As we hit the one year anniversary of the bailout:
A participatory democracy approach to stopping the meltdown. The businesses that needed credit that could not get it, would apply to the government for the funds they needed for day to day operations. Remember that the problem was that the commercial paper market threatened collapse! The businesses would be watched by sortition juries. There were plenty of unemployed who would be available to do this. This would include crews that would film inside the business and posting a feed and for, the publicly traded businesses, the executive suite and top management would be put on round-the-clock monitoring, with veto power by the sortition juries over any action.
Then, the banks and other large institutions would be allowed to fail.
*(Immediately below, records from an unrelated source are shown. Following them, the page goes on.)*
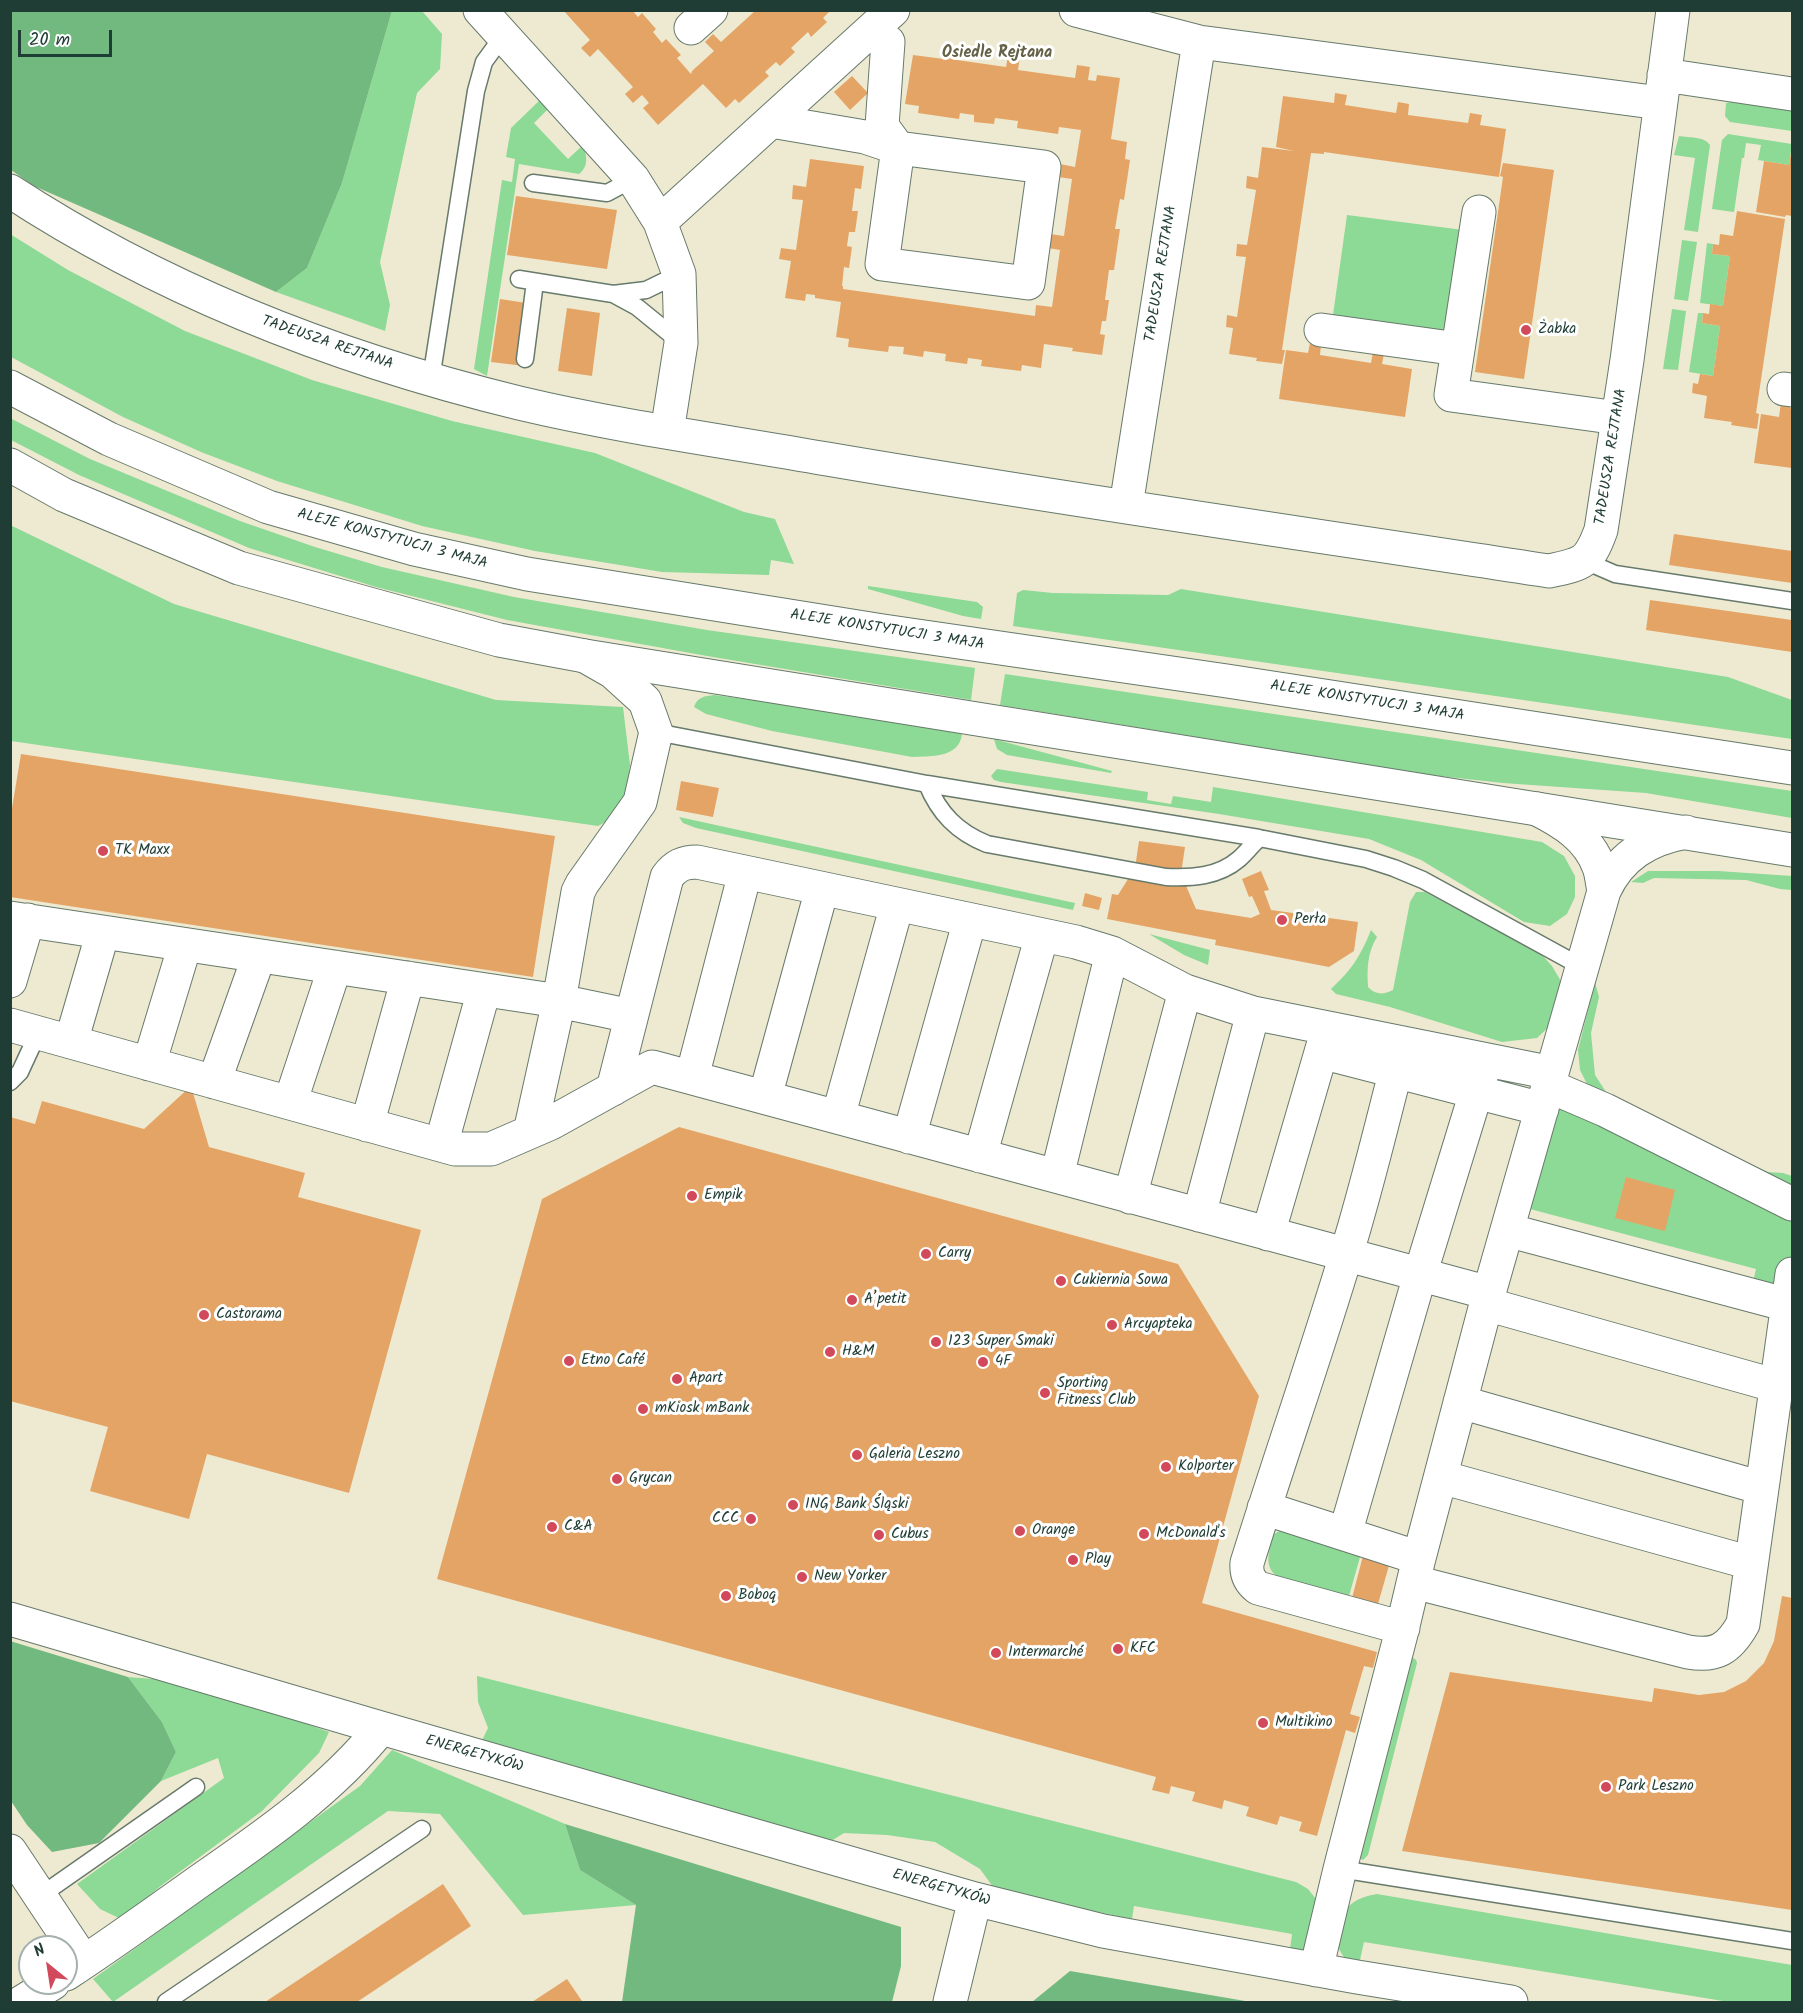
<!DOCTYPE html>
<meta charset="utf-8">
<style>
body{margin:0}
#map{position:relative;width:1803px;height:2013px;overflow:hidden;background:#eeead1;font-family:Kalam,sans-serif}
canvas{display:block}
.frame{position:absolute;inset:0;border:12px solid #1f3d34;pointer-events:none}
.north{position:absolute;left:18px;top:1935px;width:60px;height:60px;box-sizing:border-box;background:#fff;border:2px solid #a5b1ae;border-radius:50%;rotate:330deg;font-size:16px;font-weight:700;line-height:24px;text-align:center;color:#1f3d34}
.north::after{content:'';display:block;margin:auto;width:21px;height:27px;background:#d1495b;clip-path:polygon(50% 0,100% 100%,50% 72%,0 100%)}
.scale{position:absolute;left:18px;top:30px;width:94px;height:27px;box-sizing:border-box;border:3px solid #1f3d34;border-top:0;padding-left:8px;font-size:18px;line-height:21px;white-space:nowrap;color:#1f3d34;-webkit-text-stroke:4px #fff;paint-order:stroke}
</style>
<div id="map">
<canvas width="1803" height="2013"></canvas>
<div class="frame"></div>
<div class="north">N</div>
<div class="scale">20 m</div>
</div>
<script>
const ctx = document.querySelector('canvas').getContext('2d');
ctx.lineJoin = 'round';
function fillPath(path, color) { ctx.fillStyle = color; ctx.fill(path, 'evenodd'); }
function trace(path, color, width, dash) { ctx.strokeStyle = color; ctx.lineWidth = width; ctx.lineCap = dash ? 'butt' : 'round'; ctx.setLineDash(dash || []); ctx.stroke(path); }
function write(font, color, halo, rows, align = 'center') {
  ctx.font = font + ' Kalam,sans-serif'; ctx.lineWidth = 6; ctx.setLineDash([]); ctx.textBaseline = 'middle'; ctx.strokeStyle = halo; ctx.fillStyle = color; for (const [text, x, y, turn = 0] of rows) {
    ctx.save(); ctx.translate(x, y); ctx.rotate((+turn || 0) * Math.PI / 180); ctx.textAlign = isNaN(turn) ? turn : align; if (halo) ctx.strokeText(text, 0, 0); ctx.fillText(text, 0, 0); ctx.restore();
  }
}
const green = new Path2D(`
 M392 11H422L442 34 440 69 417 93 380 262 390 305 385 331 276 292 307 268 342 183Z
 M541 99 549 108 534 123 568 159 583 145C587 156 589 166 579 174L519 164 487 376 474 369 502 180 512 182 515 159 506 157 511 128Z
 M1731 102 1792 111V131L1730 122 1725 116 1726 103Z
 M1728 134 1792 144 1789 165 1758 160 1761 145 1746 143 1744 158H1742L1734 212 1712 209 1722 140Z
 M1679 136C1689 138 1704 136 1710 145L1698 232 1684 230 1695 158 1674 155Z
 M1347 215 1471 231 1456 317 1442 330 1333 315Z
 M10 234 68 270 185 331 312 380 452 421 595 453 744 512 775 519 794 564 771 560 769 575 662 572 535 551 422 526 277 481 201 452 123 417 11 357Z
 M1682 240 1697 242 1688 301 1674 299Z
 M1707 243 1713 244 1712 254 1730 256 1723 306 1700 303Z
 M1672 309 1686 311 1678 370 1663 369Z
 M1698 313H1703L1702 323 1720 326 1713 376 1689 372Z
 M10 418 90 459 240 521 315 547 382 567 514 597 707 630 975 668 971 700 707 656 507 620 376 587 249 548 79 475 11 440Z
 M10 525 174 604 496 700 623 707 630 765 624 812 598 826 11 741Z
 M868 586 977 602 983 607 981 619 963 616 868 589Z
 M1181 589 1728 677 1792 700V739L1013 626 1017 593 1023 590 1053 593 1168 595Z
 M1005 674 1792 791V818L1646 793 1503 783 1430 775 1000 705Z
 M714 695 943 725 958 731 962 735C958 758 932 756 912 757L772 731 706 714 694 707C697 697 705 696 714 695Z
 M994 739 1112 771 1111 773 1007 755 997 749Z
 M997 769 1148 792 1147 800 1171 804 1173 796 1211 802 1213 787 1542 842 1564 856 1575 876V897L1567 914 1550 926 1524 922 1421 860 1369 839 1219 814 1001 782 994 780 991 776Z
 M679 817 1075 903 1073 910 696 828 683 823Z
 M1648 871H1718L1792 876V890L1780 889 1746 880 1654 878 1643 883 1631 882Z
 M1416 892H1425L1541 954 1552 966 1562 983 1553 1023 1537 1038 1502 1042 1390 1007 1336 994 1331 989C1352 969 1360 957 1371 930L1377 937C1367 953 1367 970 1368 987 1376 995 1383 995 1393 990L1410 902Z
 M1149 934 1210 950 1208 965 1184 955Z
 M1595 982 1599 997 1591 1033 1595 1075 1608 1095 1622 1108 1768 1172 1783 1173 1792 1176V1274L1788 1305 1750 1295 1756 1269 1515 1205 1549 1086 1590 1090 1580 1070 1578 1050Z
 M1281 1530 1362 1550 1349 1596 1280 1578C1262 1568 1269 1551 1274 1534Z
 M1412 1657 1416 1660 1417 1663 1368 1855 1363 1860 1358 1858Z
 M477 1676 1296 1882 1308 1889 1316 1899 1309 1948 1289 1958 1292 1934 1134 1906 1132 1919 996 1891 980 1869 935 1842 887 1835 844 1833 828 1843 473 1759 488 1728 478 1702Z
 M128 1677 193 1682 329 1732 319 1753 262 1811 162 1885 121 1919 100 1909 77 1884 224 1778 218 1758 161 1781 176 1752 162 1722Z
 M392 1750 565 1824 580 1870 636 1905 523 1915 440 1814 388 1811 113 2002 93 1979 360 1786Z
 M1377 1894 1792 1965V2002H1729L1364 1942 1358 1969C1353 1965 1347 1962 1344 1957 1336 1947 1336 1937 1339 1925 1345 1904 1356 1898 1377 1894Z`);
const forest = new Path2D(`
 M11 10 392 11 342 183 307 268 276 292 34 186 11 170Z
 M10 1641 128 1677 162 1722 176 1752 161 1781 99 1843 52 1852 27 1825 11 1801Z
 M565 1824 901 1927V1966L892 2002H622L636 1905 580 1870Z
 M1070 1971 1251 2002H1032Z`);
const building = new Path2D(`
 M563 10H632L638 17 642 13 656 29 653 32 662 43 666 39 681 55 677 58 691 74 692 71 714 51 705 42 713 34 721 42 756 10H831L823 18 827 22 811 37 808 32 791 48 795 52 780 66 776 62 765 72 769 76 739 103 735 99 726 108 703 84 658 125 643 108 649 103 642 95 633 103 625 94 633 87 598 49 590 57 581 48 590 40Z
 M946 46 959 48 957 60 1006 67 1008 56 1020 57 1018 70 1075 78 1077 65 1090 67 1088 80 1096 81 1097 75 1120 78 1111 139 1127 142 1125 159 1130 160 1124 200 1120 199 1115 229H1120L1114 270H1109L1105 300H1109L1106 321H1102L1100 334 1105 335 1102 355 1072 351 1073 348 1044 344 1041 368 1022 365 1021 371 981 366 982 360 976 359 968 358 967 364 945 361 946 354 924 351 923 357 903 354 904 347 889 346 888 352 848 347 849 339 836 337 841 302 815 298V295L806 294 805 301 785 298 791 261 779 259 781 248 796 250 803 200 792 199 793 185 806 187 810 159 864 166 861 189 855 188 852 211H858L855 232H849L847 246 852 247 849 268 844 267 842 286H843V289L1035 316 1036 305 1052 307 1060 250 1048 248 1050 234 1064 236 1072 179 1058 177 1060 164 1075 167 1081 130 1059 127 1058 134 1017 128 1018 121 995 118 994 124 974 122V115L960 113 959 119 918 113 919 106 905 104 913 55 944 59Z
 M852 76 868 93 850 110 834 92Z
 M1335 93 1347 95 1345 105 1396 113 1398 102 1409 104 1408 115 1468 123 1470 113 1482 115 1480 125 1506 129 1499 177 1324 152V154L1311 153 1282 350H1285L1282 364 1256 361 1257 358 1229 354 1233 328 1226 327 1227 315 1237 317 1246 257 1236 256 1237 244 1247 245 1256 190 1246 188 1247 176 1258 178 1262 147 1294 151 1276 147 1283 96 1334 103Z
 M1791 153 1792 216 1786 215 1785 217 1756 212 1764 161 1789 165Z
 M1503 163 1554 170 1524 379 1475 372 1503 177 1500 176Z
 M516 196 617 210 607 269 507 255Z
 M1737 211 1785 219 1756 413 1759 414 1757 429 1731 425 1732 422 1704 418 1707 396 1692 393 1693 383 1698 384 1700 374 1713 376 1720 326 1702 323 1703 313 1709 314 1710 304 1723 306 1730 256 1712 254 1713 244 1719 245 1720 234 1733 236Z
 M500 299 533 304 524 366 491 362Z
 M567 308 600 313 592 376 558 371Z
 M1310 343 1321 345 1320 355 1371 363 1373 352 1384 354 1382 364 1412 369 1405 417 1279 399 1286 350 1308 353Z
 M1781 402 1791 403 1790 408 1792 409V468L1754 463 1761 414 1779 417Z
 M1674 534 1792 551V583L1669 565Z
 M1650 600 1792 620V652L1646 630Z
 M21 754 555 836 533 977 10 897V820Z
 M681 781 719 788 713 817 676 810Z
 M1139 841 1185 847 1181 874 1196 909 1251 918 1260 914 1252 896 1249 897 1242 879 1261 871 1269 890 1264 891 1271 910 1358 922 1354 951 1329 967 1215 945 1216 940 1107 919 1112 894 1118 895 1135 868Z
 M1085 893 1102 898 1099 910 1082 906Z
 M191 1086 209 1147 305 1173 298 1197 421 1230 349 1493 207 1454 189 1519 90 1491 108 1427 10 1401V1117L35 1124 42 1101 144 1129Z
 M679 1127 1178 1264 1259 1396 1202 1603 1377 1652 1373 1668 1364 1666 1350 1714 1360 1717 1355 1733 1346 1730 1317 1836 1299 1831 1302 1822 1280 1816 1277 1825 1246 1816 1249 1807 1224 1800 1222 1809 1192 1801 1195 1792 1171 1786 1169 1794 1152 1790 1156 1777 437 1579 542 1199Z
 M1626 1177 1675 1190 1665 1231 1615 1218Z
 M1365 1548 1392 1555 1378 1604 1352 1598Z
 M1782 1596 1792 1598V1910L1402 1851 1450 1672 1652 1702 1654 1688 1699 1695 1724 1692 1746 1681 1764 1663 1774 1641Z
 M443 1884 471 1926 357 2002H265Z
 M567 1979 582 2001 532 2002Z`);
const lane = new Path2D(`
 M533 183 607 193 633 179
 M519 279 613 294 646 290 679 274
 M613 294 637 307 680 342
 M525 359 535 282
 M431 379 476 91 484 62 503 36
 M1585 561 1615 574 1792 601
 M656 732 927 784 1259 838 1366 859 1394 868 1423 880 1582 967
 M927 784C939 813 957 832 987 844L1166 877C1192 878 1218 877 1239 859 1246 853 1252 845 1259 838
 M10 1082 20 1072 38 1033
 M1340 1869 1792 1941
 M40 1896 196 1787
 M166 2002 422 1829`);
const street = new Path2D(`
 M480 10 633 179 660 222 679 274 681 343 667 432
 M1076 10 1199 42 1660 103
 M691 28 711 10
 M1664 75 1792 94
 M771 121 865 137 898 148 1044 167 1028 283 882 264 898 148 882 126 888 42 872 30
 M10 191C166 293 339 359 519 403 620 427 725 441 827 459 1067 500 1308 534 1549 571 1583 564 1589 563 1601 530L1627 360 1673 10
 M1479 212 1451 395 1618 418
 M660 222 893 10
 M1321 330 1458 349
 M1784 389 1792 390
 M1126 506 1199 42
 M1537 809C1563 822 1589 838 1599 867 1602 875 1602 883 1604 891
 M10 918 559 1001 631 1016
 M10 981 28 920
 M10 1025 455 1149H491L551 1123 652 1067 1489 1293
 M71 1042 103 932
 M1321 1052 1542 1109
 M149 1064 185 945
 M692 1077 745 873
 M214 1082 259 956
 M1549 1086 1605 1110 1792 1204
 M613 1089 667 877C675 866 683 862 697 862L1076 942 1112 953 1185 991 1253 1013 1552 1073
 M765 1097 822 889
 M290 1103 335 967
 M838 1117 897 905
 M367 1125 408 978
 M530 1132 559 1001 578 892 582 884 640 802 656 732 645 701 613 672 585 656
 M909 1137 970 920
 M441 1145 484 990
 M980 1156 1042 935
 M1057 1176 1112 953
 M1130 1197 1185 991
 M1199 1215 1253 1013
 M1507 1230 1788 1305
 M1268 1234 1327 1032
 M1486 1304 1777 1386
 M1460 1402 1762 1488
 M1441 1477 1751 1563
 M1264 1508 1419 1558
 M1345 1534 1420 1275 1486 1060
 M1414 1582 1688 1652C1716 1657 1729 1649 1743 1624L1792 1274
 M10 1619 381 1728 975 1899 1103 1931 1357 1977 1511 2002
 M1403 1628 1258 1588C1249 1581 1246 1574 1247 1563 1279 1460 1315 1358 1346 1255 1368 1185 1384 1114 1403 1043
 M10 1851 84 1962
 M1316 1970 1340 1869 1402 1630 1419 1558 1489 1293 1604 891C1620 856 1648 839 1686 832
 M66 1974C112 1944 156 1912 201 1880 266 1835 331 1790 381 1728
 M22 2002 53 1983
 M950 2002 975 1899`);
const secondary = new Path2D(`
 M10 387 109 439 268 507 414 549 527 574 883 631 1227 681 1792 768
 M10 465 64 495 239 568 499 640 585 656 1792 850`);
const markers = [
 [1526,330,6,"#d1495b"],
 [103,851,6,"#d1495b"],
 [1282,920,6,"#d1495b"],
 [692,1196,6,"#d1495b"],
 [926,1254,6,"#d1495b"],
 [1061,1281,6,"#d1495b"],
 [852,1300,6,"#d1495b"],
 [204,1315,6,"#d1495b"],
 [1112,1325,6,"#d1495b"],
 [936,1342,6,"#d1495b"],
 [830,1352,6,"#d1495b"],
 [569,1361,6,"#d1495b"],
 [983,1362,6,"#d1495b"],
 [677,1379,6,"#d1495b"],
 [1045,1393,6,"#d1495b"],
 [643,1409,6,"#d1495b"],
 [857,1455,6,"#d1495b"],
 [1166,1467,6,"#d1495b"],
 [617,1479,6,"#d1495b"],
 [793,1505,6,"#d1495b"],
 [751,1519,6,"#d1495b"],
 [552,1527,6,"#d1495b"],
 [1020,1531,6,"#d1495b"],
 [1144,1534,6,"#d1495b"],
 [879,1535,6,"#d1495b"],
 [1073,1560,6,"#d1495b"],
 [802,1577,6,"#d1495b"],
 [726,1596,6,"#d1495b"],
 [1118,1649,6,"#d1495b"],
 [996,1653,6,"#d1495b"],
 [1263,1723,6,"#d1495b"],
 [1606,1787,6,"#d1495b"]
];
const streetNames = [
 ["TADEUSZA REJTANA",1162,274,-81],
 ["TADEUSZA REJTANA",327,344,19],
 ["TADEUSZA REJTANA",1612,457,-81],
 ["ALEJE KONSTYTUCJI 3 MAJA",392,540,15],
 ["ALEJE KONSTYTUCJI 3 MAJA",887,631,9],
 ["ALEJE KONSTYTUCJI 3 MAJA",1367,702,9],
 ["ENERGETYKÓW",474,1755,16],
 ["ENERGETYKÓW",941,1889,16]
];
const poiNames = [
 ["Żabka",1538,330],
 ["TK Maxx",115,851],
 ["Perła",1294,920],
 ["Empik",704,1196],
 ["Carry",938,1254],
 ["Cukiernia Sowa",1073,1281],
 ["A’petit",864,1300],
 ["Castorama",216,1315],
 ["Arcyapteka",1124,1325],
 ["123 Super Smaki",948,1342],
 ["H&M",842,1352],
 ["Etno Café",581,1361],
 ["4F",995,1362],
 ["Apart",689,1379],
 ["Sporting",1057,1384],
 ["Fitness Club",1057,1401],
 ["mKiosk mBank",655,1409],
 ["Galeria Leszno",869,1455],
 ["Kolporter",1178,1467],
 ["Grycan",629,1479],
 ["ING Bank Śląski",805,1505],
 ["CCC",739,1519,"right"],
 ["C&A",564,1527],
 ["Orange",1032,1531],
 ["McDonald's",1156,1534],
 ["Cubus",891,1535],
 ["Play",1085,1560],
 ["New Yorker",814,1577],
 ["Boboq",738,1596],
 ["KFC",1130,1649],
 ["Intermarché",1008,1653],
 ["Multikino",1275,1723],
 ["Park Leszno",1618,1787]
];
const neighbourhoodNames = [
 ["Osiedle Rejtana",997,54]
];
fillPath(green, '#8dd996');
fillPath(forest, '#72b97f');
fillPath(building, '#e4a466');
trace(lane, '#677a6b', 19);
trace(street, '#677a6b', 35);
trace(secondary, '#677a6b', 35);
trace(lane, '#fff', 16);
trace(street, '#fff', 33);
trace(secondary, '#fff', 33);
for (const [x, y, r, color] of markers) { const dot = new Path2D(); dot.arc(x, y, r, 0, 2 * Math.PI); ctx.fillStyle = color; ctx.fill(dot); trace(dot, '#fff', 2); }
write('15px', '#1f3d34', '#fff', streetNames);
write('15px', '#1f3d34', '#fff', poiNames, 'left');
write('bold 16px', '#646146', '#fff', neighbourhoodNames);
</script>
Those facing foreclosure would have their bank accounts monitored and strict laws would be passed saying that their pay or any other payments sent to that account. The individuals would stay in their home and be allowed to make essential purchases, as allowed by their sortition jury, orthodontia for their kids, continuing their kids education. But non-essentials such as eating out, vacations, a new flat panel TV, etc. would be stopped. All expenditures out of the account would have to be approved by their sortition jury. In other words, individuals would be allowed to keep their status quo so they would not suffer losing their job, not eating, etc., but they would be forced to hunker down.
In other words, we would keep the status quo going, but those who might have been profligate would be stopped.